§ **Problem**: Search the data for lines holding the word "Granby". State how many there are, and nothing else.

§ **Data records**:

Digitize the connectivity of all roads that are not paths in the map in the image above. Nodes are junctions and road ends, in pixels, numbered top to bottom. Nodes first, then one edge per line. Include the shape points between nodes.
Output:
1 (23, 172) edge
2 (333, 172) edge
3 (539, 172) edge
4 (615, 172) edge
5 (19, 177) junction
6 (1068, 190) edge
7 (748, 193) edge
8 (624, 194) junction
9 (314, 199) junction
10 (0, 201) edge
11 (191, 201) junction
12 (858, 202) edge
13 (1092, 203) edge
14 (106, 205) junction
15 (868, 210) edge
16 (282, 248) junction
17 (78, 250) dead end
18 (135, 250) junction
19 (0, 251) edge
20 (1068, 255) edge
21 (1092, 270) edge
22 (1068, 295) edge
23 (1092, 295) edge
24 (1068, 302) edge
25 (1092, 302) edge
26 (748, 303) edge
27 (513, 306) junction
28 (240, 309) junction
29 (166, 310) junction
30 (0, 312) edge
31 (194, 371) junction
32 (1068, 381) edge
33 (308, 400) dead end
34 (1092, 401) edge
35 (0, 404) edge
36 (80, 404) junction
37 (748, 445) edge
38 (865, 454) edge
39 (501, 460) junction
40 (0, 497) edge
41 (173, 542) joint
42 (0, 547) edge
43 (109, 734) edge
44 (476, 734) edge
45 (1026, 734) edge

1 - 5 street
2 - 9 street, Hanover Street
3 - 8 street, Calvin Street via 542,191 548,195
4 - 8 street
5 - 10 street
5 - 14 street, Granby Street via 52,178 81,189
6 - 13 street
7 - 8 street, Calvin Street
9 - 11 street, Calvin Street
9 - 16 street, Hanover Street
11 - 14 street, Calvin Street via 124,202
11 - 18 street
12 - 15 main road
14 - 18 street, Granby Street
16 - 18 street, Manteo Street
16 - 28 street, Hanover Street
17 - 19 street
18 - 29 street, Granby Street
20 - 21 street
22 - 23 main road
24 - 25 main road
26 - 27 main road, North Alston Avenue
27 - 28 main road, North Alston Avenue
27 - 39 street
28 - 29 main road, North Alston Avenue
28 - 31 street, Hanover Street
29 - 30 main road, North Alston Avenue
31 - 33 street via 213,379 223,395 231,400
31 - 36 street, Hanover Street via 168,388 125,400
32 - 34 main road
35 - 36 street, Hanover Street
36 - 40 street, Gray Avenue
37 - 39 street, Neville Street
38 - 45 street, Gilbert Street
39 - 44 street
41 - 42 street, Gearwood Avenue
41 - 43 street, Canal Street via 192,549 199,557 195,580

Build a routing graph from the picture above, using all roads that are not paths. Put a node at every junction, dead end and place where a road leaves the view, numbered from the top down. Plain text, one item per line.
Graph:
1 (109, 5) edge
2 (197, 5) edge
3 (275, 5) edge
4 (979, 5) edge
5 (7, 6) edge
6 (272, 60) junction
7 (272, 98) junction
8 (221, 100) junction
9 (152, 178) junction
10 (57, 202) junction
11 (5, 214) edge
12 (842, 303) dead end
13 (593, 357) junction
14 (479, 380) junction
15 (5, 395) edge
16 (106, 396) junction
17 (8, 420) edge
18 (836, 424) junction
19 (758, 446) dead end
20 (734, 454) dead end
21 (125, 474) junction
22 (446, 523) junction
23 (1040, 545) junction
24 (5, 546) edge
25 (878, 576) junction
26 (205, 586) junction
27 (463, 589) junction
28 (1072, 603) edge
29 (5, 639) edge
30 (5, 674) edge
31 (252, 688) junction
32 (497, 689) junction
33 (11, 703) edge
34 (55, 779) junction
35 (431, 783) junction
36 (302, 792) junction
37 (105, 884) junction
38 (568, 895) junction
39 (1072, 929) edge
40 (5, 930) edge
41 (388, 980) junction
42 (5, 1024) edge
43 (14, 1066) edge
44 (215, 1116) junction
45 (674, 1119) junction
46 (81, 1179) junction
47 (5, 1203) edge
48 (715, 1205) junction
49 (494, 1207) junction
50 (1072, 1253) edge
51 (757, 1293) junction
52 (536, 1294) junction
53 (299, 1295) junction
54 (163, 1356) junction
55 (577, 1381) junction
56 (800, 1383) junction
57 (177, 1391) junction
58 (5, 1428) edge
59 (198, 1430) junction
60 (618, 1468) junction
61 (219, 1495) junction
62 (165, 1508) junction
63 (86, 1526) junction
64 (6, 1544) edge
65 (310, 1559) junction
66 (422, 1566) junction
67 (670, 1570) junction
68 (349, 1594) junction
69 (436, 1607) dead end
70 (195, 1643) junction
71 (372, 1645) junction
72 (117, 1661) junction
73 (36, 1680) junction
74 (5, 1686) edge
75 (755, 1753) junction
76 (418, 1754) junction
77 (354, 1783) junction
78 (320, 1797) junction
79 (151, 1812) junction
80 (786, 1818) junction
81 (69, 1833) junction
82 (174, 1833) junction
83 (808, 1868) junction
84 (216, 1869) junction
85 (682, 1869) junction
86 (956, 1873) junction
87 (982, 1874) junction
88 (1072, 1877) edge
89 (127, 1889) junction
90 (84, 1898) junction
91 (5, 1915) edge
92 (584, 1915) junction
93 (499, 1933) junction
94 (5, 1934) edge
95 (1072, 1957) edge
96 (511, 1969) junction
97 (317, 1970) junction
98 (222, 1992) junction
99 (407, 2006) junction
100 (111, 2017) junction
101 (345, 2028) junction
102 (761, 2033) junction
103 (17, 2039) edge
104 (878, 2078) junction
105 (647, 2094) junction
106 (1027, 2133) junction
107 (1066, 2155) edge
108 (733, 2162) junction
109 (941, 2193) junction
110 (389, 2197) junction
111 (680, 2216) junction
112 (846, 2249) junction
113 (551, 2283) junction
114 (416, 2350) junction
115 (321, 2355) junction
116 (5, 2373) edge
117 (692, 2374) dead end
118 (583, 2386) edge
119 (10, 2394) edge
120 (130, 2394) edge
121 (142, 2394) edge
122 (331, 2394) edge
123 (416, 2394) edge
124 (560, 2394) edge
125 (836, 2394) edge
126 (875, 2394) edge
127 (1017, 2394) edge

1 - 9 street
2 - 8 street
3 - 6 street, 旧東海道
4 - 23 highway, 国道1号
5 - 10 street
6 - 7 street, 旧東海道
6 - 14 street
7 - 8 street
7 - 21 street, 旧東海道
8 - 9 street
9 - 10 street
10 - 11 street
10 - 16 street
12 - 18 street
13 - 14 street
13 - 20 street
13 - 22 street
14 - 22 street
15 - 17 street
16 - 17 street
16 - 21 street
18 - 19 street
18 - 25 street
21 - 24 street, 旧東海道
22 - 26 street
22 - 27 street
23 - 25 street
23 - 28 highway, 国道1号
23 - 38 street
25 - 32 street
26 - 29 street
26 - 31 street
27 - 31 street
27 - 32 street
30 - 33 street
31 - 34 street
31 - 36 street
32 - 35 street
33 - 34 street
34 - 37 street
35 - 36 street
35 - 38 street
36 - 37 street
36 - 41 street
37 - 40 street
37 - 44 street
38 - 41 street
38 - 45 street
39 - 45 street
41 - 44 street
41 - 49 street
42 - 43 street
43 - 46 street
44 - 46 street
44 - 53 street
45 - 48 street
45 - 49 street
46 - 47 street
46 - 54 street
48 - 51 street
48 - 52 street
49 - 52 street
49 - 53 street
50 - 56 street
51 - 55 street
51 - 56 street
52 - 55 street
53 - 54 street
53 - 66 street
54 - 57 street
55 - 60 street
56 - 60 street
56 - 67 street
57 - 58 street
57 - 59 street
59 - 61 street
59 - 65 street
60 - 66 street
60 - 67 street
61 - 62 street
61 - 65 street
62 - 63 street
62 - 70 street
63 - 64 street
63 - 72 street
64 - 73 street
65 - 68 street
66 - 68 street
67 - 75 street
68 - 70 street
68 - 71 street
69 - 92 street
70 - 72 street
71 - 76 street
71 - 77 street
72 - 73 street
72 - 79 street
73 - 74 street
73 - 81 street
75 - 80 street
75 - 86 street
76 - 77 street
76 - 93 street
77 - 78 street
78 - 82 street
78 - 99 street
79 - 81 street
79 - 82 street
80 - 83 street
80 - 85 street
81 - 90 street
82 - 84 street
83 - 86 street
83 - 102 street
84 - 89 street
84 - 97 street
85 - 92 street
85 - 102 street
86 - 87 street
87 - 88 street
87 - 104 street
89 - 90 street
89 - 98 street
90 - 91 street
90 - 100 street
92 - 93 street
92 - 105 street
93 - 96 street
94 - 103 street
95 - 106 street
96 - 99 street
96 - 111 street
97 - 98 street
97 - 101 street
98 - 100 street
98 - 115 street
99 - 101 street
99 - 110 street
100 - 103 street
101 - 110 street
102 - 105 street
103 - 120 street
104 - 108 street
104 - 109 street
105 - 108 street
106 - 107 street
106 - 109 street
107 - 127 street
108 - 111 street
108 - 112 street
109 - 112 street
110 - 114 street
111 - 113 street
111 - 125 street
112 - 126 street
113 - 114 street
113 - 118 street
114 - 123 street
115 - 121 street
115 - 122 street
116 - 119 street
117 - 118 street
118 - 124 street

§ **Written answer**: 3